Dataset excerpts
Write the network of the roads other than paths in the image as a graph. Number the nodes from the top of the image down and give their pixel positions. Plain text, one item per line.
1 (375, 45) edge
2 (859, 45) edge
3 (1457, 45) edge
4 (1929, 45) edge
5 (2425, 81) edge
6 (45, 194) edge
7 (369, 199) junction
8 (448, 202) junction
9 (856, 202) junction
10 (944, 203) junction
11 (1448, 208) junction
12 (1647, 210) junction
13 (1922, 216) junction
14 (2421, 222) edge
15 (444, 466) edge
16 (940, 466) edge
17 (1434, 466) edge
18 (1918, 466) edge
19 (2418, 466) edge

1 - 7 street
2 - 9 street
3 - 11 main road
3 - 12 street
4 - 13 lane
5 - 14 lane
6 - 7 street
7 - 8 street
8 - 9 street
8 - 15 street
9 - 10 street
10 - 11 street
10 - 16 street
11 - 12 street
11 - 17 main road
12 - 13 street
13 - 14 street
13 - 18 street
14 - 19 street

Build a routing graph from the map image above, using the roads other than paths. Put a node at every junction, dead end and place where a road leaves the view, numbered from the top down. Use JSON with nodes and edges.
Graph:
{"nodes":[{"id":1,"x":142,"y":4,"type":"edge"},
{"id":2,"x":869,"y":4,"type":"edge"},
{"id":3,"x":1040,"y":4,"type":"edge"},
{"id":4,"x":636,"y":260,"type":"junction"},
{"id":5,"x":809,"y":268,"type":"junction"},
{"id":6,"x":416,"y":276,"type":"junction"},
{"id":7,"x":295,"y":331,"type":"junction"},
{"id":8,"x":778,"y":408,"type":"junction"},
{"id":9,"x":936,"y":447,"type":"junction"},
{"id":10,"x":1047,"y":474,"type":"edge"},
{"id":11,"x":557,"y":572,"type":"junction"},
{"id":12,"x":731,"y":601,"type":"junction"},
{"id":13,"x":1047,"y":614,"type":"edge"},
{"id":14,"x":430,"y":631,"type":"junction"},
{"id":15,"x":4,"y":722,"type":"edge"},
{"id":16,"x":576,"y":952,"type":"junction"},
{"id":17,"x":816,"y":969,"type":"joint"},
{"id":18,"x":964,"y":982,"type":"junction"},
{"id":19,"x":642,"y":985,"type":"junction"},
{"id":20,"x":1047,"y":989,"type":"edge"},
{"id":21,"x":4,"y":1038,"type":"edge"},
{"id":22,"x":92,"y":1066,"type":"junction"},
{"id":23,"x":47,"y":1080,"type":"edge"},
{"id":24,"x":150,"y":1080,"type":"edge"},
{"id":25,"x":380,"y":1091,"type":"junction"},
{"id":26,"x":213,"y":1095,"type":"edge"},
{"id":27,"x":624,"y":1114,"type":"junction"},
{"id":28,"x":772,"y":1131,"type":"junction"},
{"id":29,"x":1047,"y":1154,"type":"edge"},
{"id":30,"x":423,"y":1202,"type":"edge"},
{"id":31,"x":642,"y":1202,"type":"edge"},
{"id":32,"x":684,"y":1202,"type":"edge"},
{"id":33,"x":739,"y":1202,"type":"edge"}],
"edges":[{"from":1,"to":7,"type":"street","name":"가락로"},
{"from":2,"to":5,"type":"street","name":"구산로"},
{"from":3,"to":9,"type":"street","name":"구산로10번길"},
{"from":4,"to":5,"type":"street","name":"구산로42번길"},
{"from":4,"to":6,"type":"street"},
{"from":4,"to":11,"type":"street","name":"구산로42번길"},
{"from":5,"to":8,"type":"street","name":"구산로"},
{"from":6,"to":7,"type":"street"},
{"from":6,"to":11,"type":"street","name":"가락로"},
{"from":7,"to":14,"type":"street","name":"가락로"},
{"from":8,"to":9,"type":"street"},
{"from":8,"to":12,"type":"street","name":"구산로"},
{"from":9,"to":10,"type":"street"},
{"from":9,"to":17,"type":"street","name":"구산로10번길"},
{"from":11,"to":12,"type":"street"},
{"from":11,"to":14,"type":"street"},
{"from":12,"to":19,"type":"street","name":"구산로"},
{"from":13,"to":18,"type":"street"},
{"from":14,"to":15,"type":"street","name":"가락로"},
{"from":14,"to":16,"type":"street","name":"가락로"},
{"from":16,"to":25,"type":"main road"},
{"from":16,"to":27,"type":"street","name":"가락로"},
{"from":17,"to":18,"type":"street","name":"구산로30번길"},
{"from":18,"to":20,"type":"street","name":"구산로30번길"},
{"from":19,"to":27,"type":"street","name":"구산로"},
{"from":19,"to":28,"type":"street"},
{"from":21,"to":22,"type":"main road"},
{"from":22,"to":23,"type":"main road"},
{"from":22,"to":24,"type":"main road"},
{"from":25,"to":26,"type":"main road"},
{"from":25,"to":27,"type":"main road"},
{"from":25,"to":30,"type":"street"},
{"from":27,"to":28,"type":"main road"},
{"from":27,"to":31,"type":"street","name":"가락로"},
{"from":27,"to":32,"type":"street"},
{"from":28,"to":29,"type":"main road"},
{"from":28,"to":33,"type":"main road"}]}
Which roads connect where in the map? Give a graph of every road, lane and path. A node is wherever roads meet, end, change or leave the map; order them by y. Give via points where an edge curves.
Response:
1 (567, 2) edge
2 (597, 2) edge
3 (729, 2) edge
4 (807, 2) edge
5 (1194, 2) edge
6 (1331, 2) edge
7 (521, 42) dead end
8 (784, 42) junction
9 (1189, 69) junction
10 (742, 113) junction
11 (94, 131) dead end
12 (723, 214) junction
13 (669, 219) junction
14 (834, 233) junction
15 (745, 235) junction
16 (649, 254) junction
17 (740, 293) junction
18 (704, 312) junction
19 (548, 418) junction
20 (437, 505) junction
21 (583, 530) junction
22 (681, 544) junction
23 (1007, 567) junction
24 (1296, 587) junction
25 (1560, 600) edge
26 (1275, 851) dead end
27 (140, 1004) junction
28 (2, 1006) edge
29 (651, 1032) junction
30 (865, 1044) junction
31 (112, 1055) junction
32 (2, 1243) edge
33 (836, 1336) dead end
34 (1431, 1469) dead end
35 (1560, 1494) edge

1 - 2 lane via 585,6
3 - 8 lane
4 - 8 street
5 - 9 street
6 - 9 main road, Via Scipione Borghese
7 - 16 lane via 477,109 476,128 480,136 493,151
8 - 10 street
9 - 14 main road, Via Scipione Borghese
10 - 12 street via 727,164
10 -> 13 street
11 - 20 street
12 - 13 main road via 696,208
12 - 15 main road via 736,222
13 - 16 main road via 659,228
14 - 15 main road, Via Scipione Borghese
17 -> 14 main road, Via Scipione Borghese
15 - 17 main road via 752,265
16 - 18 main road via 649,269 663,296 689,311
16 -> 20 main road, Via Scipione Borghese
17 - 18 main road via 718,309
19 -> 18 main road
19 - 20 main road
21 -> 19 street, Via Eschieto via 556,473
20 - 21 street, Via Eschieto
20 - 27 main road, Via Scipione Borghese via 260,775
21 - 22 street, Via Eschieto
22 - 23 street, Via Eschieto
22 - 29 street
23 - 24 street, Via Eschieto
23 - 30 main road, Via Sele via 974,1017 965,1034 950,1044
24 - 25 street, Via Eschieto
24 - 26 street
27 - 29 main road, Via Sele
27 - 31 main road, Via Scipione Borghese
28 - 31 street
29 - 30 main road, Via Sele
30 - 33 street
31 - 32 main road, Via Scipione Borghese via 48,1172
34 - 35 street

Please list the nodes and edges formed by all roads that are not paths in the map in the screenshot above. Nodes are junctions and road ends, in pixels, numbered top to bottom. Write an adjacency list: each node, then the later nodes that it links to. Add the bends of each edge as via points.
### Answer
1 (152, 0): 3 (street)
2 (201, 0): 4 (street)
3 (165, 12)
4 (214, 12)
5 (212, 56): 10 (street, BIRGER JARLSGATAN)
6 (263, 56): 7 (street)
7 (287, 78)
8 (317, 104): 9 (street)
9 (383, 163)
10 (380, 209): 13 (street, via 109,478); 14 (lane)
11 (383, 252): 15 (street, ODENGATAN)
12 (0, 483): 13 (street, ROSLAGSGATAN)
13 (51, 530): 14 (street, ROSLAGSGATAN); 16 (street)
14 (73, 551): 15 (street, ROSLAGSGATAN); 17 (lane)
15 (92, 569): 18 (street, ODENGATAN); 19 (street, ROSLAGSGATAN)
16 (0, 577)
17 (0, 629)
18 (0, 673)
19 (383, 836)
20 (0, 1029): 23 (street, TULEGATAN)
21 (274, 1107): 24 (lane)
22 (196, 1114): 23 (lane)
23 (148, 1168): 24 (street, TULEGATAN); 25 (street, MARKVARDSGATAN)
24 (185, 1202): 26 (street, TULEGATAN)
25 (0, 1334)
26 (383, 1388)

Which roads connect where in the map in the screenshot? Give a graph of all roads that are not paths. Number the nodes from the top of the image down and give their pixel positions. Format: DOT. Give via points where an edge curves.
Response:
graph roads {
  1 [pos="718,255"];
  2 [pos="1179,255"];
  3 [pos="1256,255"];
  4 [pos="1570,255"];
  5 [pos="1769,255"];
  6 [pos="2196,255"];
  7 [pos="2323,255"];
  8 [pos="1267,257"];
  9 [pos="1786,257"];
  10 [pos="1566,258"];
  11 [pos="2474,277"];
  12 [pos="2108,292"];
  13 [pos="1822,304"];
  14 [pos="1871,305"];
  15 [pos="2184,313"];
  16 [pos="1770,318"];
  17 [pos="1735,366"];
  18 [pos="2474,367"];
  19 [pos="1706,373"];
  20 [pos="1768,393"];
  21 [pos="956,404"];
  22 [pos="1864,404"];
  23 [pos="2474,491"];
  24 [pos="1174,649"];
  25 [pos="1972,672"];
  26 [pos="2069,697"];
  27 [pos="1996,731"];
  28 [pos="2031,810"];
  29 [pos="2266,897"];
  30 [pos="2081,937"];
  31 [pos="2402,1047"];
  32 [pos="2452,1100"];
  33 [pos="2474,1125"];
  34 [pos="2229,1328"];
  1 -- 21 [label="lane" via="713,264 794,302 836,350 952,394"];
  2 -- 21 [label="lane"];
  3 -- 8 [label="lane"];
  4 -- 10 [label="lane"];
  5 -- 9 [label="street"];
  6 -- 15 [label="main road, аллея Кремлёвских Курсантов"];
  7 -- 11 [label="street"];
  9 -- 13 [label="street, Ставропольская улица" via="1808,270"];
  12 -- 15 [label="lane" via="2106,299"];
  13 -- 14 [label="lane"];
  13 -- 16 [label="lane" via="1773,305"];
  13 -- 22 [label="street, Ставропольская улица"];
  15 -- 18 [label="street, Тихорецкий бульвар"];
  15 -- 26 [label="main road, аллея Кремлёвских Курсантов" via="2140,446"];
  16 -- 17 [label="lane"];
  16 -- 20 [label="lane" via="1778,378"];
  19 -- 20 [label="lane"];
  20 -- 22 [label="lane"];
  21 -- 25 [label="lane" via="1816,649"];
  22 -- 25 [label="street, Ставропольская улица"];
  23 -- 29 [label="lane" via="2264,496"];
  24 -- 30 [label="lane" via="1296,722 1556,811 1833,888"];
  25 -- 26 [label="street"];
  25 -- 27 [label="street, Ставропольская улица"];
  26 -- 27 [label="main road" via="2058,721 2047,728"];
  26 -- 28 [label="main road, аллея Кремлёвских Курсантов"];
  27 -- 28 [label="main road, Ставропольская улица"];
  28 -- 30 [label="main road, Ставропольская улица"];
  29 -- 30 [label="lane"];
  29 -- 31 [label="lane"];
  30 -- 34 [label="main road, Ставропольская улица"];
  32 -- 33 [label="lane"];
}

▶ [EXERCISE] All that belongs in the answer is the lines from the start of the entries above through the line containing "Build a routing", each given exactly.

▶ [OUTPUT FOR THIS EXERCISE]
Write the network of the roads other than paths in the image as a graph. Number the nodes from the top of the image down and give their pixel positions. Plain text, one item per line.
1 (375, 45) edge
2 (859, 45) edge
3 (1457, 45) edge
4 (1929, 45) edge
5 (2425, 81) edge
6 (45, 194) edge
7 (369, 199) junction
8 (448, 202) junction
9 (856, 202) junction
10 (944, 203) junction
11 (1448, 208) junction
12 (1647, 210) junction
13 (1922, 216) junction
14 (2421, 222) edge
15 (444, 466) edge
16 (940, 466) edge
17 (1434, 466) edge
18 (1918, 466) edge
19 (2418, 466) edge

1 - 7 street
2 - 9 street
3 - 11 main road
3 - 12 street
4 - 13 lane
5 - 14 lane
6 - 7 street
7 - 8 street
8 - 9 street
8 - 15 street
9 - 10 street
10 - 11 street
10 - 16 street
11 - 12 street
11 - 17 main road
12 - 13 street
13 - 14 street
13 - 18 street
14 - 19 street

Build a routing graph from the map image above, using the roads other than paths. Put a node at every junction, dead end and place where a road leaves the view, numbered from the top down. Use JSON with nodes and edges.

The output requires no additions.